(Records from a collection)
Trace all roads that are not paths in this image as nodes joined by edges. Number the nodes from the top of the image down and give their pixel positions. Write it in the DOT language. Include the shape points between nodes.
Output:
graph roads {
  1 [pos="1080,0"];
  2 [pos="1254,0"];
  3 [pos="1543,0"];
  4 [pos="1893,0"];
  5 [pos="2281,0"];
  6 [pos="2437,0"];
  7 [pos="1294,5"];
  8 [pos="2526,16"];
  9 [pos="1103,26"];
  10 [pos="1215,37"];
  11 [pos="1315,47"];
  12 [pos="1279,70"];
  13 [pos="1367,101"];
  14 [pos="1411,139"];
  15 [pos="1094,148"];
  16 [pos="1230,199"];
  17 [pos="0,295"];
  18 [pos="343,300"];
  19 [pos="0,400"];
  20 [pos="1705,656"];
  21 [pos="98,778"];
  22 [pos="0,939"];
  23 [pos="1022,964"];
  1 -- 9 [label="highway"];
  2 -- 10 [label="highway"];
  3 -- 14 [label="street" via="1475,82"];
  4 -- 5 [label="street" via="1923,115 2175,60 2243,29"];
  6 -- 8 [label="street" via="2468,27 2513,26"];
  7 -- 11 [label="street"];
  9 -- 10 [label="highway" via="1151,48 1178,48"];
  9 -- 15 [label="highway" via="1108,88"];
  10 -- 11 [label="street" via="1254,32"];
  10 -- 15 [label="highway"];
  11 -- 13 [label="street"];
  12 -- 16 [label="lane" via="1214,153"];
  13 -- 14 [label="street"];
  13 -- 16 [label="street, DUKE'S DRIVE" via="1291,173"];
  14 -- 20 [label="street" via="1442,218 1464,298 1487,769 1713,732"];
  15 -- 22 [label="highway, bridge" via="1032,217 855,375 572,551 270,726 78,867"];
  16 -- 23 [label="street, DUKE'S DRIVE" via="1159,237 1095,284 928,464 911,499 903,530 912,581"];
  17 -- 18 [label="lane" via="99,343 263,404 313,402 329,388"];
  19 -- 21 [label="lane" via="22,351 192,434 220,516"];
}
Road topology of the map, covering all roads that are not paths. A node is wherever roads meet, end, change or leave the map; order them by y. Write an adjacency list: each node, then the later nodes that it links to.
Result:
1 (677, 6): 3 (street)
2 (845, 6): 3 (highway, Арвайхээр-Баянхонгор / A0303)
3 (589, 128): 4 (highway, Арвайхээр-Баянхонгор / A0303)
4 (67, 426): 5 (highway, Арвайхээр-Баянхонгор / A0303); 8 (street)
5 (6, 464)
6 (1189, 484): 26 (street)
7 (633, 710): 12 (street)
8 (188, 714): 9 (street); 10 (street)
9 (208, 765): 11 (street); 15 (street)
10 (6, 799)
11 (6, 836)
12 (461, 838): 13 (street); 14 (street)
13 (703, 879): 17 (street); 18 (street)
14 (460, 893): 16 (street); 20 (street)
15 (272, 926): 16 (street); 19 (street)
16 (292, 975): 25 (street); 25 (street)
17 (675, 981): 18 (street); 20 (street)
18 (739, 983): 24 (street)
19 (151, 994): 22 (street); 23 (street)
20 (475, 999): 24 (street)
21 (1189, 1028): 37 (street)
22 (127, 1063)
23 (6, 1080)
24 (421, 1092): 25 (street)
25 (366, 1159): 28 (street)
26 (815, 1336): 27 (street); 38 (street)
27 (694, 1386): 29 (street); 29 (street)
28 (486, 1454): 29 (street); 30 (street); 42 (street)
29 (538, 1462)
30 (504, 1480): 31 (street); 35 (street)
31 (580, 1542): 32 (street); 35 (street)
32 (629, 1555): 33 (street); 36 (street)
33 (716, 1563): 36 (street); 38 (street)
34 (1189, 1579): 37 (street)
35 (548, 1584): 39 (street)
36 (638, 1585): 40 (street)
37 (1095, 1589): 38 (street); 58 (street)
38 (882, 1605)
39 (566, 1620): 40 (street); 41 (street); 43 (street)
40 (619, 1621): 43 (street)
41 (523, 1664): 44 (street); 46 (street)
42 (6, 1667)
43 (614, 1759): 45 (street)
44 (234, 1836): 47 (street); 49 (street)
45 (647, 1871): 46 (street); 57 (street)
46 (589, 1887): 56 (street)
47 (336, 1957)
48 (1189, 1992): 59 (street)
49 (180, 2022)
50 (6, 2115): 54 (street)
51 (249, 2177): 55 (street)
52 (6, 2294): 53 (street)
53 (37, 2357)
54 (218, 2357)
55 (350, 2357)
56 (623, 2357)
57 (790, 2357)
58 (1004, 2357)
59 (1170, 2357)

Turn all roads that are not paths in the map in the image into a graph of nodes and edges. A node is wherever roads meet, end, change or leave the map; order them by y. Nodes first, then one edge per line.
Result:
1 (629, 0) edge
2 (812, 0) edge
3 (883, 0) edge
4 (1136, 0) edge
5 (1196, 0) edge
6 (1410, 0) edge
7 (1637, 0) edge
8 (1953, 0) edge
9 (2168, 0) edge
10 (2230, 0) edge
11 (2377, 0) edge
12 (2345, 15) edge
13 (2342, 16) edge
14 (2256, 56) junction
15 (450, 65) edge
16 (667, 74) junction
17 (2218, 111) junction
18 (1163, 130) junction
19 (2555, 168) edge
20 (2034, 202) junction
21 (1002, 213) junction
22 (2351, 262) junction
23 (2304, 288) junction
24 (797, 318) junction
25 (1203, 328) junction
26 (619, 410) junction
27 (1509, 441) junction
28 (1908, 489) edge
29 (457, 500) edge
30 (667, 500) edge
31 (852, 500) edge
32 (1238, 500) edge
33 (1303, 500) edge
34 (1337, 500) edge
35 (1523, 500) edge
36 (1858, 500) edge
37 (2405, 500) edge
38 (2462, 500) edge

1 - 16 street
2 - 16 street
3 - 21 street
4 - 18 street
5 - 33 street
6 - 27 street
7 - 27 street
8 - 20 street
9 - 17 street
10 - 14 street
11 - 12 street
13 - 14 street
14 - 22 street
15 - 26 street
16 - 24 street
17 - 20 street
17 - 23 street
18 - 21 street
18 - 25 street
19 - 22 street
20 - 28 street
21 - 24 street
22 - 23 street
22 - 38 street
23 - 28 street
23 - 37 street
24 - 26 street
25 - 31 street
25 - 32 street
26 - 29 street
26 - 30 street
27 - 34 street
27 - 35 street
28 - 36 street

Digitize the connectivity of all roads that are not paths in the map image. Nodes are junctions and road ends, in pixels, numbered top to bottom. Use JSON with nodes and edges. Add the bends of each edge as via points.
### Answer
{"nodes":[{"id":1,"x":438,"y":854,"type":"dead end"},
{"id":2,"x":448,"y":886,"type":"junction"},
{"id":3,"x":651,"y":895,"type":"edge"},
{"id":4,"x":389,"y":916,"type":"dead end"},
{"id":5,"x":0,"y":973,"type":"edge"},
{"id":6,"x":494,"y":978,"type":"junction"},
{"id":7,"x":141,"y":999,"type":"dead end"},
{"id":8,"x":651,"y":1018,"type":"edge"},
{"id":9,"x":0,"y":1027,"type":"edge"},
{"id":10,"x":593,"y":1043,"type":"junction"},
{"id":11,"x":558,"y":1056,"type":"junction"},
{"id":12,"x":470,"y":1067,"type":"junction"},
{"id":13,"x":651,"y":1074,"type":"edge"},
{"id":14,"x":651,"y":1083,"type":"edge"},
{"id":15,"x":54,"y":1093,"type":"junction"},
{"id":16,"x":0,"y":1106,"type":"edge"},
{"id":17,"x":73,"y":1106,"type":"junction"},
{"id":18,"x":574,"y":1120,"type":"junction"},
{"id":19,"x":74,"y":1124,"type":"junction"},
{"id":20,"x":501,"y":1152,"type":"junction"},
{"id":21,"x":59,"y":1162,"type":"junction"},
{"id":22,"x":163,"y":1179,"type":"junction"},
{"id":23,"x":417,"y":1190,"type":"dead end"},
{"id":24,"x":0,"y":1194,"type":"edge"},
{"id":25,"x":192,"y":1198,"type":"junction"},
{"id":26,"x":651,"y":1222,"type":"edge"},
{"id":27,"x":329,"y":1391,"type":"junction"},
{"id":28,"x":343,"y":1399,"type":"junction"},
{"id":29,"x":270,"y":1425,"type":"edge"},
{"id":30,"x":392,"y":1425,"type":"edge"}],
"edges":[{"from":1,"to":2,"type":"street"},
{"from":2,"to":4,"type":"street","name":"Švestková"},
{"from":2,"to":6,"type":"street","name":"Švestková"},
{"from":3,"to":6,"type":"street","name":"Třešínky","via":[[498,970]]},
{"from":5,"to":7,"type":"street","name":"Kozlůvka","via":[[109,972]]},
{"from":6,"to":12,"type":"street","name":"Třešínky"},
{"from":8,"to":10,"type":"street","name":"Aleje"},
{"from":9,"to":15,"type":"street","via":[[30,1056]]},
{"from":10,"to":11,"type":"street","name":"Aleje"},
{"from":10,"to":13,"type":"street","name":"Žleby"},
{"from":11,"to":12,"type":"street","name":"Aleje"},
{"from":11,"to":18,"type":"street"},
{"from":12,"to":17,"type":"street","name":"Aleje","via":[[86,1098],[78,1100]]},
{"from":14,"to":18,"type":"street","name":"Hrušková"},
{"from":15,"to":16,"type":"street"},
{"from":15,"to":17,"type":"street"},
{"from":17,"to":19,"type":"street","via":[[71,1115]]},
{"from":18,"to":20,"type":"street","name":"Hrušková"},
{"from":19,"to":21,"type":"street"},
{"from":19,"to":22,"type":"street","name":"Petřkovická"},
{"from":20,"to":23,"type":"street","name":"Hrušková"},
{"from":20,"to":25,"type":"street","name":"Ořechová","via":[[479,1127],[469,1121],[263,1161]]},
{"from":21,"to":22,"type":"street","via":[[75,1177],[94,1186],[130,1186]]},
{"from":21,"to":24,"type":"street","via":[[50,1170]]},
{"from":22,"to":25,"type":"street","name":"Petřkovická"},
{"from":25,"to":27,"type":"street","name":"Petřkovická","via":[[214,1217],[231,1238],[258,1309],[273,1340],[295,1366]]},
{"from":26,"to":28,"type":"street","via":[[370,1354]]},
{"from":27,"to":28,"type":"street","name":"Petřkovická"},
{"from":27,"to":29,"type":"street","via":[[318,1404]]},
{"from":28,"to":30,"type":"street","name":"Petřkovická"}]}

**Aim of the task:** Nothing beyond the line containing "Road topology of" is to be output; the lines above, from the first one onward to that line, are to be transcribed exactly.

**Result for this exercise:**
Trace all roads that are not paths in this image as nodes joined by edges. Number the nodes from the top of the image down and give their pixel positions. Write it in the DOT language. Include the shape points between nodes.
Output:
graph roads {
  1 [pos="1080,0"];
  2 [pos="1254,0"];
  3 [pos="1543,0"];
  4 [pos="1893,0"];
  5 [pos="2281,0"];
  6 [pos="2437,0"];
  7 [pos="1294,5"];
  8 [pos="2526,16"];
  9 [pos="1103,26"];
  10 [pos="1215,37"];
  11 [pos="1315,47"];
  12 [pos="1279,70"];
  13 [pos="1367,101"];
  14 [pos="1411,139"];
  15 [pos="1094,148"];
  16 [pos="1230,199"];
  17 [pos="0,295"];
  18 [pos="343,300"];
  19 [pos="0,400"];
  20 [pos="1705,656"];
  21 [pos="98,778"];
  22 [pos="0,939"];
  23 [pos="1022,964"];
  1 -- 9 [label="highway"];
  2 -- 10 [label="highway"];
  3 -- 14 [label="street" via="1475,82"];
  4 -- 5 [label="street" via="1923,115 2175,60 2243,29"];
  6 -- 8 [label="street" via="2468,27 2513,26"];
  7 -- 11 [label="street"];
  9 -- 10 [label="highway" via="1151,48 1178,48"];
  9 -- 15 [label="highway" via="1108,88"];
  10 -- 11 [label="street" via="1254,32"];
  10 -- 15 [label="highway"];
  11 -- 13 [label="street"];
  12 -- 16 [label="lane" via="1214,153"];
  13 -- 14 [label="street"];
  13 -- 16 [label="street, DUKE'S DRIVE" via="1291,173"];
  14 -- 20 [label="street" via="1442,218 1464,298 1487,769 1713,732"];
  15 -- 22 [label="highway, bridge" via="1032,217 855,375 572,551 270,726 78,867"];
  16 -- 23 [label="street, DUKE'S DRIVE" via="1159,237 1095,284 928,464 911,499 903,530 912,581"];
  17 -- 18 [label="lane" via="99,343 263,404 313,402 329,388"];
  19 -- 21 [label="lane" via="22,351 192,434 220,516"];
}
Road topology of the map, covering all roads that are not paths. A node is wherever roads meet, end, change or leave the map; order them by y. Write an adjacency list: each node, then the later nodes that it links to.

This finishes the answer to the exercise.